The definition of quality of life as stated by the WHOQOL working group^(1)^ is reproduced below:
Quality of life is an individuals’ perceptions of their position in life in the context of the culture and value systems in which they live, and in relation to their goals, expectations, standards and concerns. It is a broad ranging concept affected in a complex way by the persons’ physical health, psychological state, level of independence, social relationships and their relationship to salient features of their environment.
We may be tempted to add those questions raised by Elkinton^(2)^ some fourty years ago
How does the physician protect the proper quality of life of the individual patient? How can the quality of life be improved…? Into which programs of preventive and therapeutic medicine should the resources of society be put to achieve the maximum in health and quality of life for all members of that society?
An historical account of HRQL research can be found in the review of Medina et al.(3)
From a psychological perspective, two questions (at least) are to be answered by the researcher: (a) what factors impact HRQL, and (b) what factors impact its subjective reporting.
Now, the NIH has prescribed that all research projects about health disparities or epidemiological studies in general must include minorities to the extent that it seems appropriate to the study under consideration. The same applies in clinical trials, unless researchers are seeking a very homogeneous group of patients.
In genetic epidemiology, for instance, it is common to consider “culture” a one of the main covariate. I quoted the term culture since we more often see words like ethnicity or ancestry in place of culture or even race. Following the IOM^(4)^ definition, race encompasses inter-individuals variations at both the biological and behavioral level, but see Hernandez and Blazer^(5)^ (Chapter 5) for an extended discussion on this topic.
Shields et al.(6) recommend avoiding the term of race although race and ethnicity appear to bear some explanatory power when predicting disease risk (in mental or more common health problems):
(…) with the exception of the health disparities context, in which self-identified race remains a socially important metric, race should be avoided or used with caution and clarification, as its meaning encompasses both ancestry… and ethnicity (…)
Chapter 4 (M. Bullinger, S. Schidt, and D. Naber) is entirely devoted to the development of health-related instruments across cultures.
The authors also make a clear distinction between functional impairments as reported in most HRQL instrument and the subjective consequences of these functional limitations. Moreover, “in order to fully capture the concept (of quality of life), health status measurements should be operationalized both via clinical information and self-reports, which is in line with the classical approach to health indicator research.” (p. 70).

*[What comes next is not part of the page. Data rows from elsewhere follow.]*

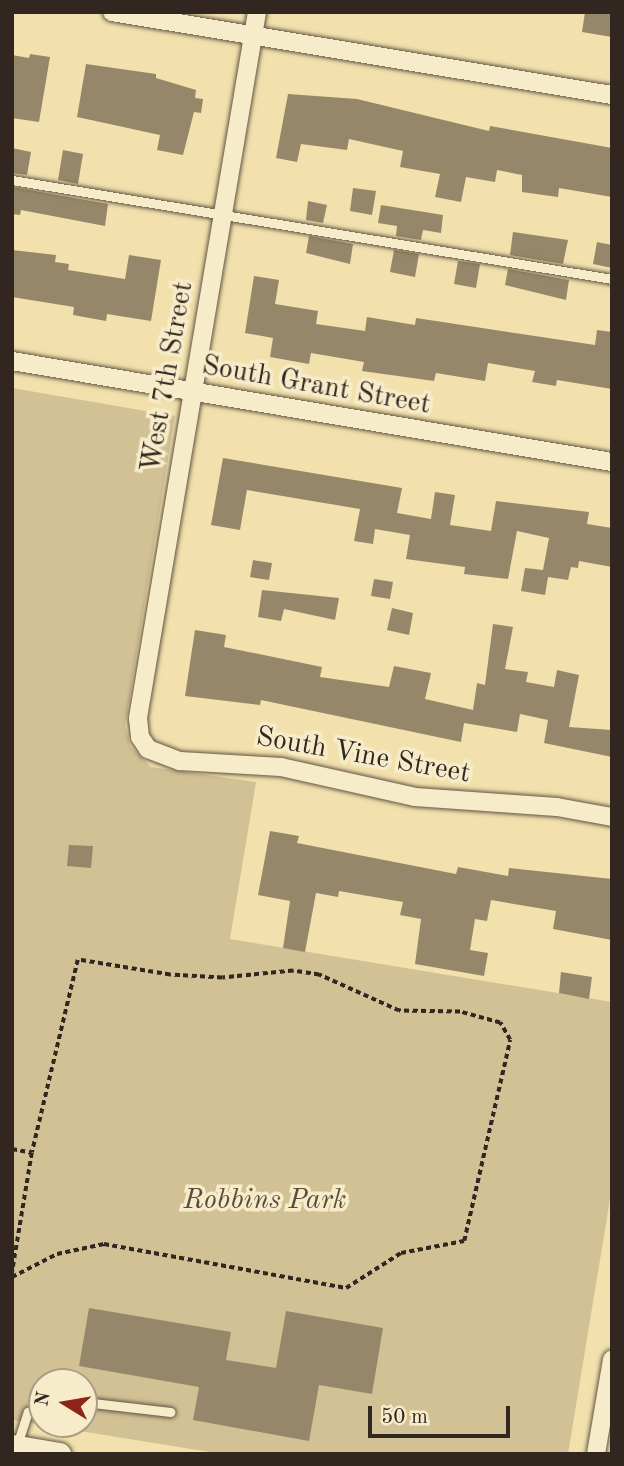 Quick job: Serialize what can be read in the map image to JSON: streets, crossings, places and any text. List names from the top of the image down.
{
  "streets": {
    "street": ["West 7th Street", "South Grant Street", "South Vine Street"]
  },
  "crossings": [
    ["West 7th Street", "South Grant Street"],
    ["West 7th Street", "South Vine Street"]
  ],
  "parks": ["Robbins Park"],
  "scale_bar": "50 m",
  "north": "left"
}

- WHOQoL Group. Study protocol for the World Health Organization project to develop a quality of life assessment instrument (WHOQOL). Quality of Life Research, 1993, 2: 153-159.
- Elkinton, JR. Medicine and the quality of life. Annals of Internal Medicine, 1966, 64(3): 711-714.
- Medina, A, Moreno, MJ, Segura, C, Lillo, R, and Dening, TR. Quality of life and medicine: a historical note. History of Psychiatry, 1996, 7(26): 225-229.
- IOM (Institute of Medicine). The Unequal Burden of Cancer: An Assessment of NIH Research and Programs for Ethnic Minorities and the Medically Underserved. Washington DC: National Academy Press, 1999.
- Hernandez, LM and Blazer, DG (Eds). Genes, Behavior, and the Social Environment: Moving Beyond the Nature/Nurture Debate. National Academies Press, 2006.
- Shields, A, Fortun, M, Hammonds, EM, King, PA, Lerman, C, Rapp, R, and Sullivan, PF. The use of race variables in genetic studies of complex traits and the goal of reducing health disparities: A transdisciplinary perspective. American Psychologist, 2005, 60(1): 77-103.